» **THE PROBLEM**
Go through the listing and repeat each entry exactly, but include no pictures.

Start of EXERCISE MATERIAL

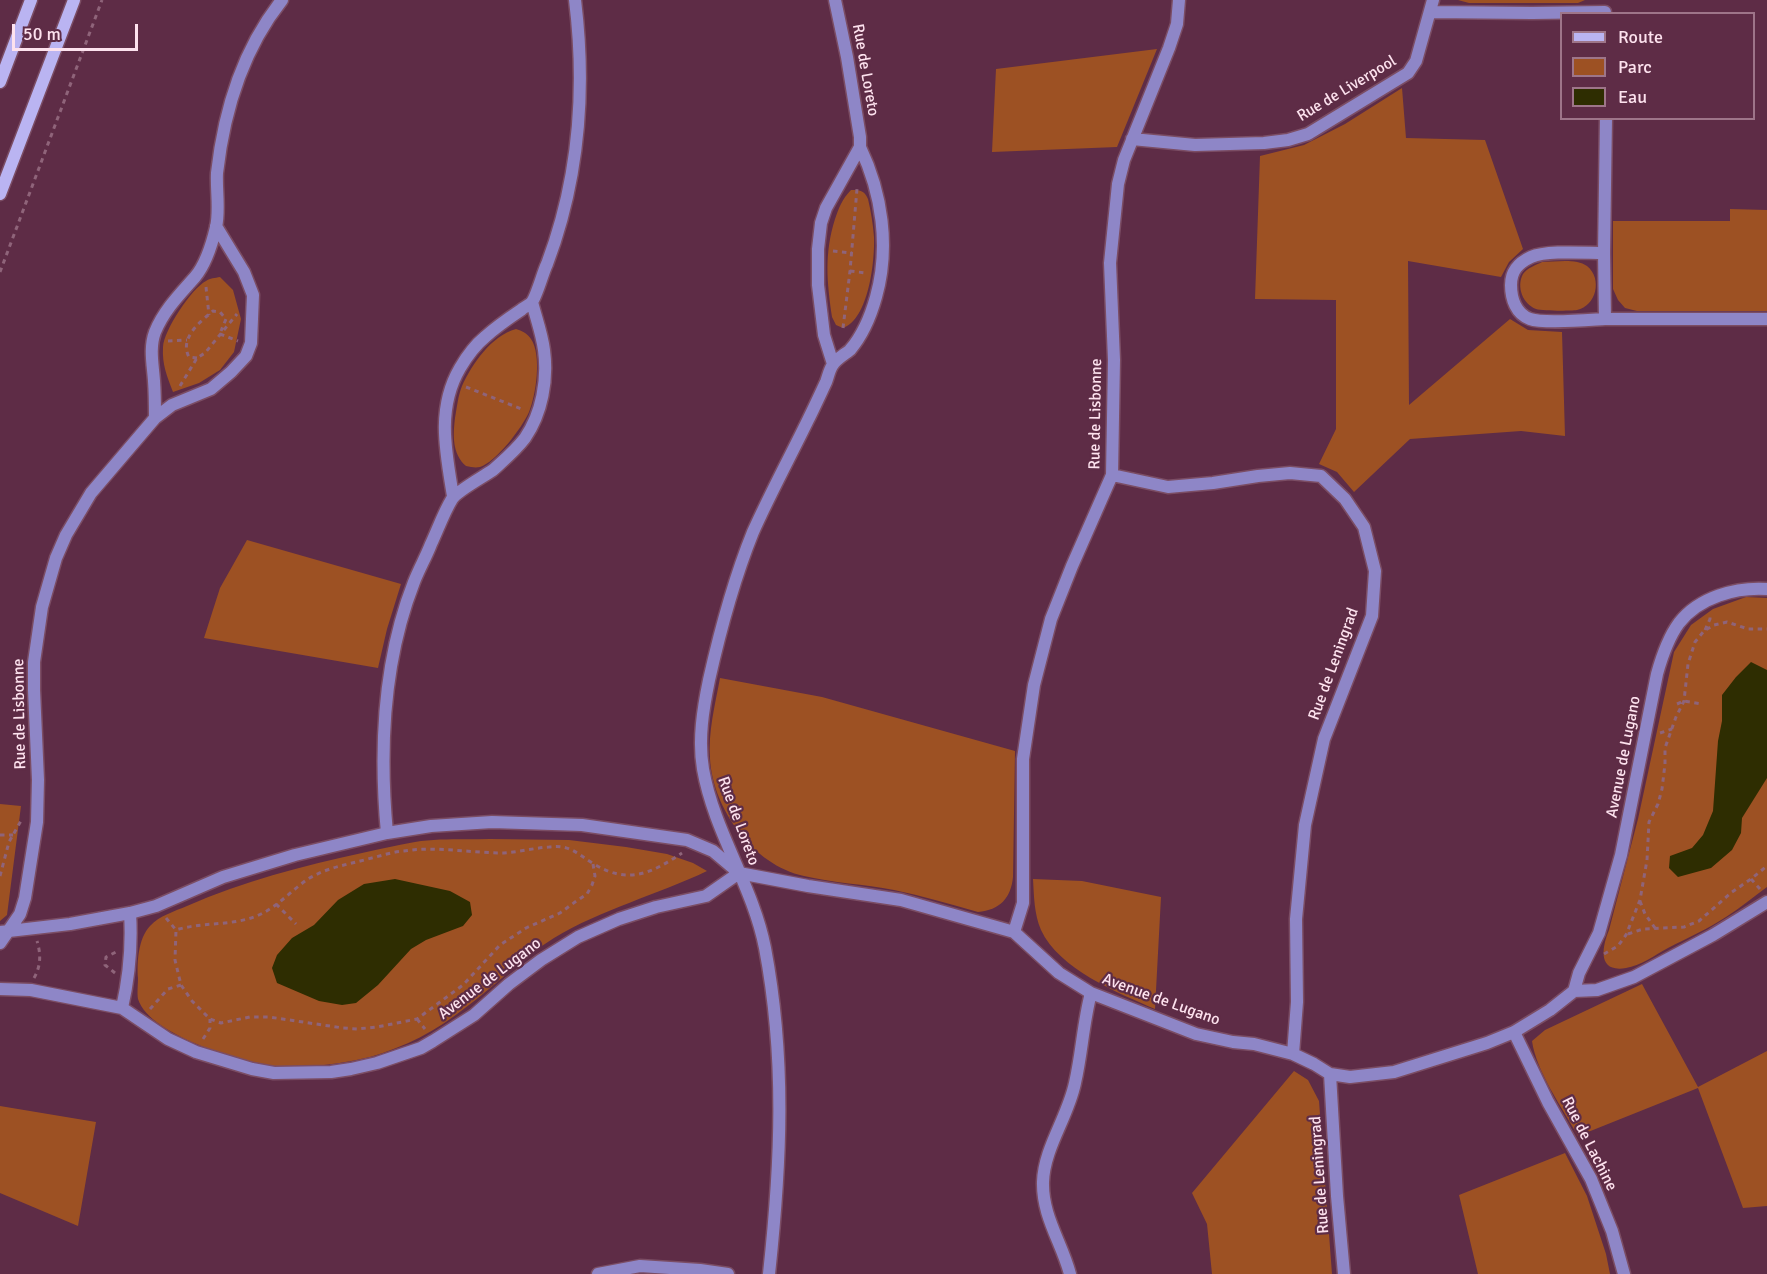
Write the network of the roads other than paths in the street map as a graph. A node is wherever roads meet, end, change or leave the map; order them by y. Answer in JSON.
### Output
{"nodes":[{"id":1,"x":31,"y":0,"type":"edge"},
{"id":2,"x":74,"y":0,"type":"edge"},
{"id":3,"x":282,"y":0,"type":"edge"},
{"id":4,"x":575,"y":0,"type":"edge"},
{"id":5,"x":834,"y":0,"type":"edge"},
{"id":6,"x":1179,"y":0,"type":"edge"},
{"id":7,"x":1432,"y":6,"type":"edge"},
{"id":8,"x":1605,"y":8,"type":"edge"},
{"id":9,"x":0,"y":82,"type":"edge"},
{"id":10,"x":1606,"y":120,"type":"edge"},
{"id":11,"x":1132,"y":140,"type":"junction"},
{"id":12,"x":860,"y":147,"type":"junction"},
{"id":13,"x":0,"y":194,"type":"edge"},
{"id":14,"x":216,"y":225,"type":"junction"},
{"id":15,"x":1605,"y":253,"type":"junction"},
{"id":16,"x":532,"y":302,"type":"junction"},
{"id":17,"x":1605,"y":319,"type":"junction"},
{"id":18,"x":1767,"y":319,"type":"edge"},
{"id":19,"x":833,"y":363,"type":"junction"},
{"id":20,"x":155,"y":418,"type":"junction"},
{"id":21,"x":1112,"y":475,"type":"junction"},
{"id":22,"x":453,"y":496,"type":"junction"},
{"id":23,"x":1767,"y":589,"type":"edge"},
{"id":24,"x":387,"y":833,"type":"junction"},
{"id":25,"x":739,"y":873,"type":"junction"},
{"id":26,"x":1764,"y":904,"type":"edge"},
{"id":27,"x":130,"y":913,"type":"junction"},
{"id":28,"x":4,"y":931,"type":"edge"},
{"id":29,"x":1014,"y":932,"type":"junction"},
{"id":30,"x":0,"y":943,"type":"edge"},
{"id":31,"x":0,"y":988,"type":"edge"},
{"id":32,"x":1574,"y":991,"type":"junction"},
{"id":33,"x":1091,"y":993,"type":"junction"},
{"id":34,"x":123,"y":1008,"type":"junction"},
{"id":35,"x":1514,"y":1032,"type":"junction"},
{"id":36,"x":1293,"y":1054,"type":"junction"},
{"id":37,"x":1330,"y":1074,"type":"junction"},
{"id":38,"x":598,"y":1274,"type":"edge"},
{"id":39,"x":728,"y":1274,"type":"edge"},
{"id":40,"x":769,"y":1274,"type":"edge"},
{"id":41,"x":1070,"y":1274,"type":"edge"},
{"id":42,"x":1344,"y":1274,"type":"edge"},
{"id":43,"x":1624,"y":1274,"type":"edge"}],
"edges":[{"from":1,"to":9,"type":"main road"},
{"from":2,"to":13,"type":"main road"},
{"from":3,"to":14,"type":"street"},
{"from":4,"to":16,"type":"street"},
{"from":5,"to":12,"type":"street","name":"Rue de Loreto"},
{"from":6,"to":11,"type":"street","name":"Rue de Lisbonne"},
{"from":7,"to":8,"type":"street","name":"Rue de Liverpool"},
{"from":7,"to":11,"type":"street","name":"Rue de Liverpool"},
{"from":10,"to":15,"type":"street"},
{"from":11,"to":21,"type":"street","name":"Rue de Lisbonne"},
{"from":12,"to":19,"type":"street"},
{"from":12,"to":19,"type":"street","name":"Rue de Loreto"},
{"from":14,"to":20,"type":"street"},
{"from":14,"to":20,"type":"street","name":"Rue de Lisbonne"},
{"from":15,"to":17,"type":"street"},
{"from":15,"to":17,"type":"street"},
{"from":16,"to":22,"type":"street"},
{"from":16,"to":22,"type":"street"},
{"from":17,"to":18,"type":"street"},
{"from":19,"to":25,"type":"street","name":"Rue de Loreto"},
{"from":20,"to":28,"type":"street","name":"Rue de Lisbonne"},
{"from":21,"to":29,"type":"street","name":"Rue de Lisbonne"},
{"from":21,"to":36,"type":"street","name":"Rue de Leningrad"},
{"from":22,"to":24,"type":"street"},
{"from":23,"to":32,"type":"street","name":"Avenue de Lugano"},
{"from":24,"to":25,"type":"street","name":"Avenue de Lugano"},
{"from":24,"to":27,"type":"street","name":"Avenue de Lugano"},
{"from":25,"to":29,"type":"street","name":"Avenue de Lugano"},
{"from":25,"to":34,"type":"street","name":"Avenue de Lugano"},
{"from":25,"to":40,"type":"street","name":"Rue de Loreto"},
{"from":26,"to":32,"type":"street"},
{"from":27,"to":28,"type":"street","name":"Avenue de Lugano"},
{"from":27,"to":34,"type":"street"},
{"from":28,"to":30,"type":"street","name":"Rue de Lisbonne"},
{"from":29,"to":33,"type":"street","name":"Avenue de Lugano"},
{"from":31,"to":34,"type":"street","name":"Avenue de Lugano"},
{"from":32,"to":35,"type":"street","name":"Avenue de Lugano"},
{"from":33,"to":36,"type":"street","name":"Avenue de Lugano"},
{"from":33,"to":41,"type":"street"},
{"from":35,"to":37,"type":"street","name":"Avenue de Lugano"},
{"from":35,"to":43,"type":"street","name":"Rue de Lachine"},
{"from":36,"to":37,"type":"street","name":"Avenue de Lugano"},
{"from":37,"to":42,"type":"street","name":"Rue de Leningrad"},
{"from":38,"to":39,"type":"street"}]}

End of EXERCISE MATERIAL

» **RESPONSE TO THIS TASK**
Write the network of the roads other than paths in the street map as a graph. A node is wherever roads meet, end, change or leave the map; order them by y. Answer in JSON.
### Output
{"nodes":[{"id":1,"x":31,"y":0,"type":"edge"},
{"id":2,"x":74,"y":0,"type":"edge"},
{"id":3,"x":282,"y":0,"type":"edge"},
{"id":4,"x":575,"y":0,"type":"edge"},
{"id":5,"x":834,"y":0,"type":"edge"},
{"id":6,"x":1179,"y":0,"type":"edge"},
{"id":7,"x":1432,"y":6,"type":"edge"},
{"id":8,"x":1605,"y":8,"type":"edge"},
{"id":9,"x":0,"y":82,"type":"edge"},
{"id":10,"x":1606,"y":120,"type":"edge"},
{"id":11,"x":1132,"y":140,"type":"junction"},
{"id":12,"x":860,"y":147,"type":"junction"},
{"id":13,"x":0,"y":194,"type":"edge"},
{"id":14,"x":216,"y":225,"type":"junction"},
{"id":15,"x":1605,"y":253,"type":"junction"},
{"id":16,"x":532,"y":302,"type":"junction"},
{"id":17,"x":1605,"y":319,"type":"junction"},
{"id":18,"x":1767,"y":319,"type":"edge"},
{"id":19,"x":833,"y":363,"type":"junction"},
{"id":20,"x":155,"y":418,"type":"junction"},
{"id":21,"x":1112,"y":475,"type":"junction"},
{"id":22,"x":453,"y":496,"type":"junction"},
{"id":23,"x":1767,"y":589,"type":"edge"},
{"id":24,"x":387,"y":833,"type":"junction"},
{"id":25,"x":739,"y":873,"type":"junction"},
{"id":26,"x":1764,"y":904,"type":"edge"},
{"id":27,"x":130,"y":913,"type":"junction"},
{"id":28,"x":4,"y":931,"type":"edge"},
{"id":29,"x":1014,"y":932,"type":"junction"},
{"id":30,"x":0,"y":943,"type":"edge"},
{"id":31,"x":0,"y":988,"type":"edge"},
{"id":32,"x":1574,"y":991,"type":"junction"},
{"id":33,"x":1091,"y":993,"type":"junction"},
{"id":34,"x":123,"y":1008,"type":"junction"},
{"id":35,"x":1514,"y":1032,"type":"junction"},
{"id":36,"x":1293,"y":1054,"type":"junction"},
{"id":37,"x":1330,"y":1074,"type":"junction"},
{"id":38,"x":598,"y":1274,"type":"edge"},
{"id":39,"x":728,"y":1274,"type":"edge"},
{"id":40,"x":769,"y":1274,"type":"edge"},
{"id":41,"x":1070,"y":1274,"type":"edge"},
{"id":42,"x":1344,"y":1274,"type":"edge"},
{"id":43,"x":1624,"y":1274,"type":"edge"}],
"edges":[{"from":1,"to":9,"type":"main road"},
{"from":2,"to":13,"type":"main road"},
{"from":3,"to":14,"type":"street"},
{"from":4,"to":16,"type":"street"},
{"from":5,"to":12,"type":"street","name":"Rue de Loreto"},
{"from":6,"to":11,"type":"street","name":"Rue de Lisbonne"},
{"from":7,"to":8,"type":"street","name":"Rue de Liverpool"},
{"from":7,"to":11,"type":"street","name":"Rue de Liverpool"},
{"from":10,"to":15,"type":"street"},
{"from":11,"to":21,"type":"street","name":"Rue de Lisbonne"},
{"from":12,"to":19,"type":"street"},
{"from":12,"to":19,"type":"street","name":"Rue de Loreto"},
{"from":14,"to":20,"type":"street"},
{"from":14,"to":20,"type":"street","name":"Rue de Lisbonne"},
{"from":15,"to":17,"type":"street"},
{"from":15,"to":17,"type":"street"},
{"from":16,"to":22,"type":"street"},
{"from":16,"to":22,"type":"street"},
{"from":17,"to":18,"type":"street"},
{"from":19,"to":25,"type":"street","name":"Rue de Loreto"},
{"from":20,"to":28,"type":"street","name":"Rue de Lisbonne"},
{"from":21,"to":29,"type":"street","name":"Rue de Lisbonne"},
{"from":21,"to":36,"type":"street","name":"Rue de Leningrad"},
{"from":22,"to":24,"type":"street"},
{"from":23,"to":32,"type":"street","name":"Avenue de Lugano"},
{"from":24,"to":25,"type":"street","name":"Avenue de Lugano"},
{"from":24,"to":27,"type":"street","name":"Avenue de Lugano"},
{"from":25,"to":29,"type":"street","name":"Avenue de Lugano"},
{"from":25,"to":34,"type":"street","name":"Avenue de Lugano"},
{"from":25,"to":40,"type":"street","name":"Rue de Loreto"},
{"from":26,"to":32,"type":"street"},
{"from":27,"to":28,"type":"street","name":"Avenue de Lugano"},
{"from":27,"to":34,"type":"street"},
{"from":28,"to":30,"type":"street","name":"Rue de Lisbonne"},
{"from":29,"to":33,"type":"street","name":"Avenue de Lugano"},
{"from":31,"to":34,"type":"street","name":"Avenue de Lugano"},
{"from":32,"to":35,"type":"street","name":"Avenue de Lugano"},
{"from":33,"to":36,"type":"street","name":"Avenue de Lugano"},
{"from":33,"to":41,"type":"street"},
{"from":35,"to":37,"type":"street","name":"Avenue de Lugano"},
{"from":35,"to":43,"type":"street","name":"Rue de Lachine"},
{"from":36,"to":37,"type":"street","name":"Avenue de Lugano"},
{"from":37,"to":42,"type":"street","name":"Rue de Leningrad"},
{"from":38,"to":39,"type":"street"}]}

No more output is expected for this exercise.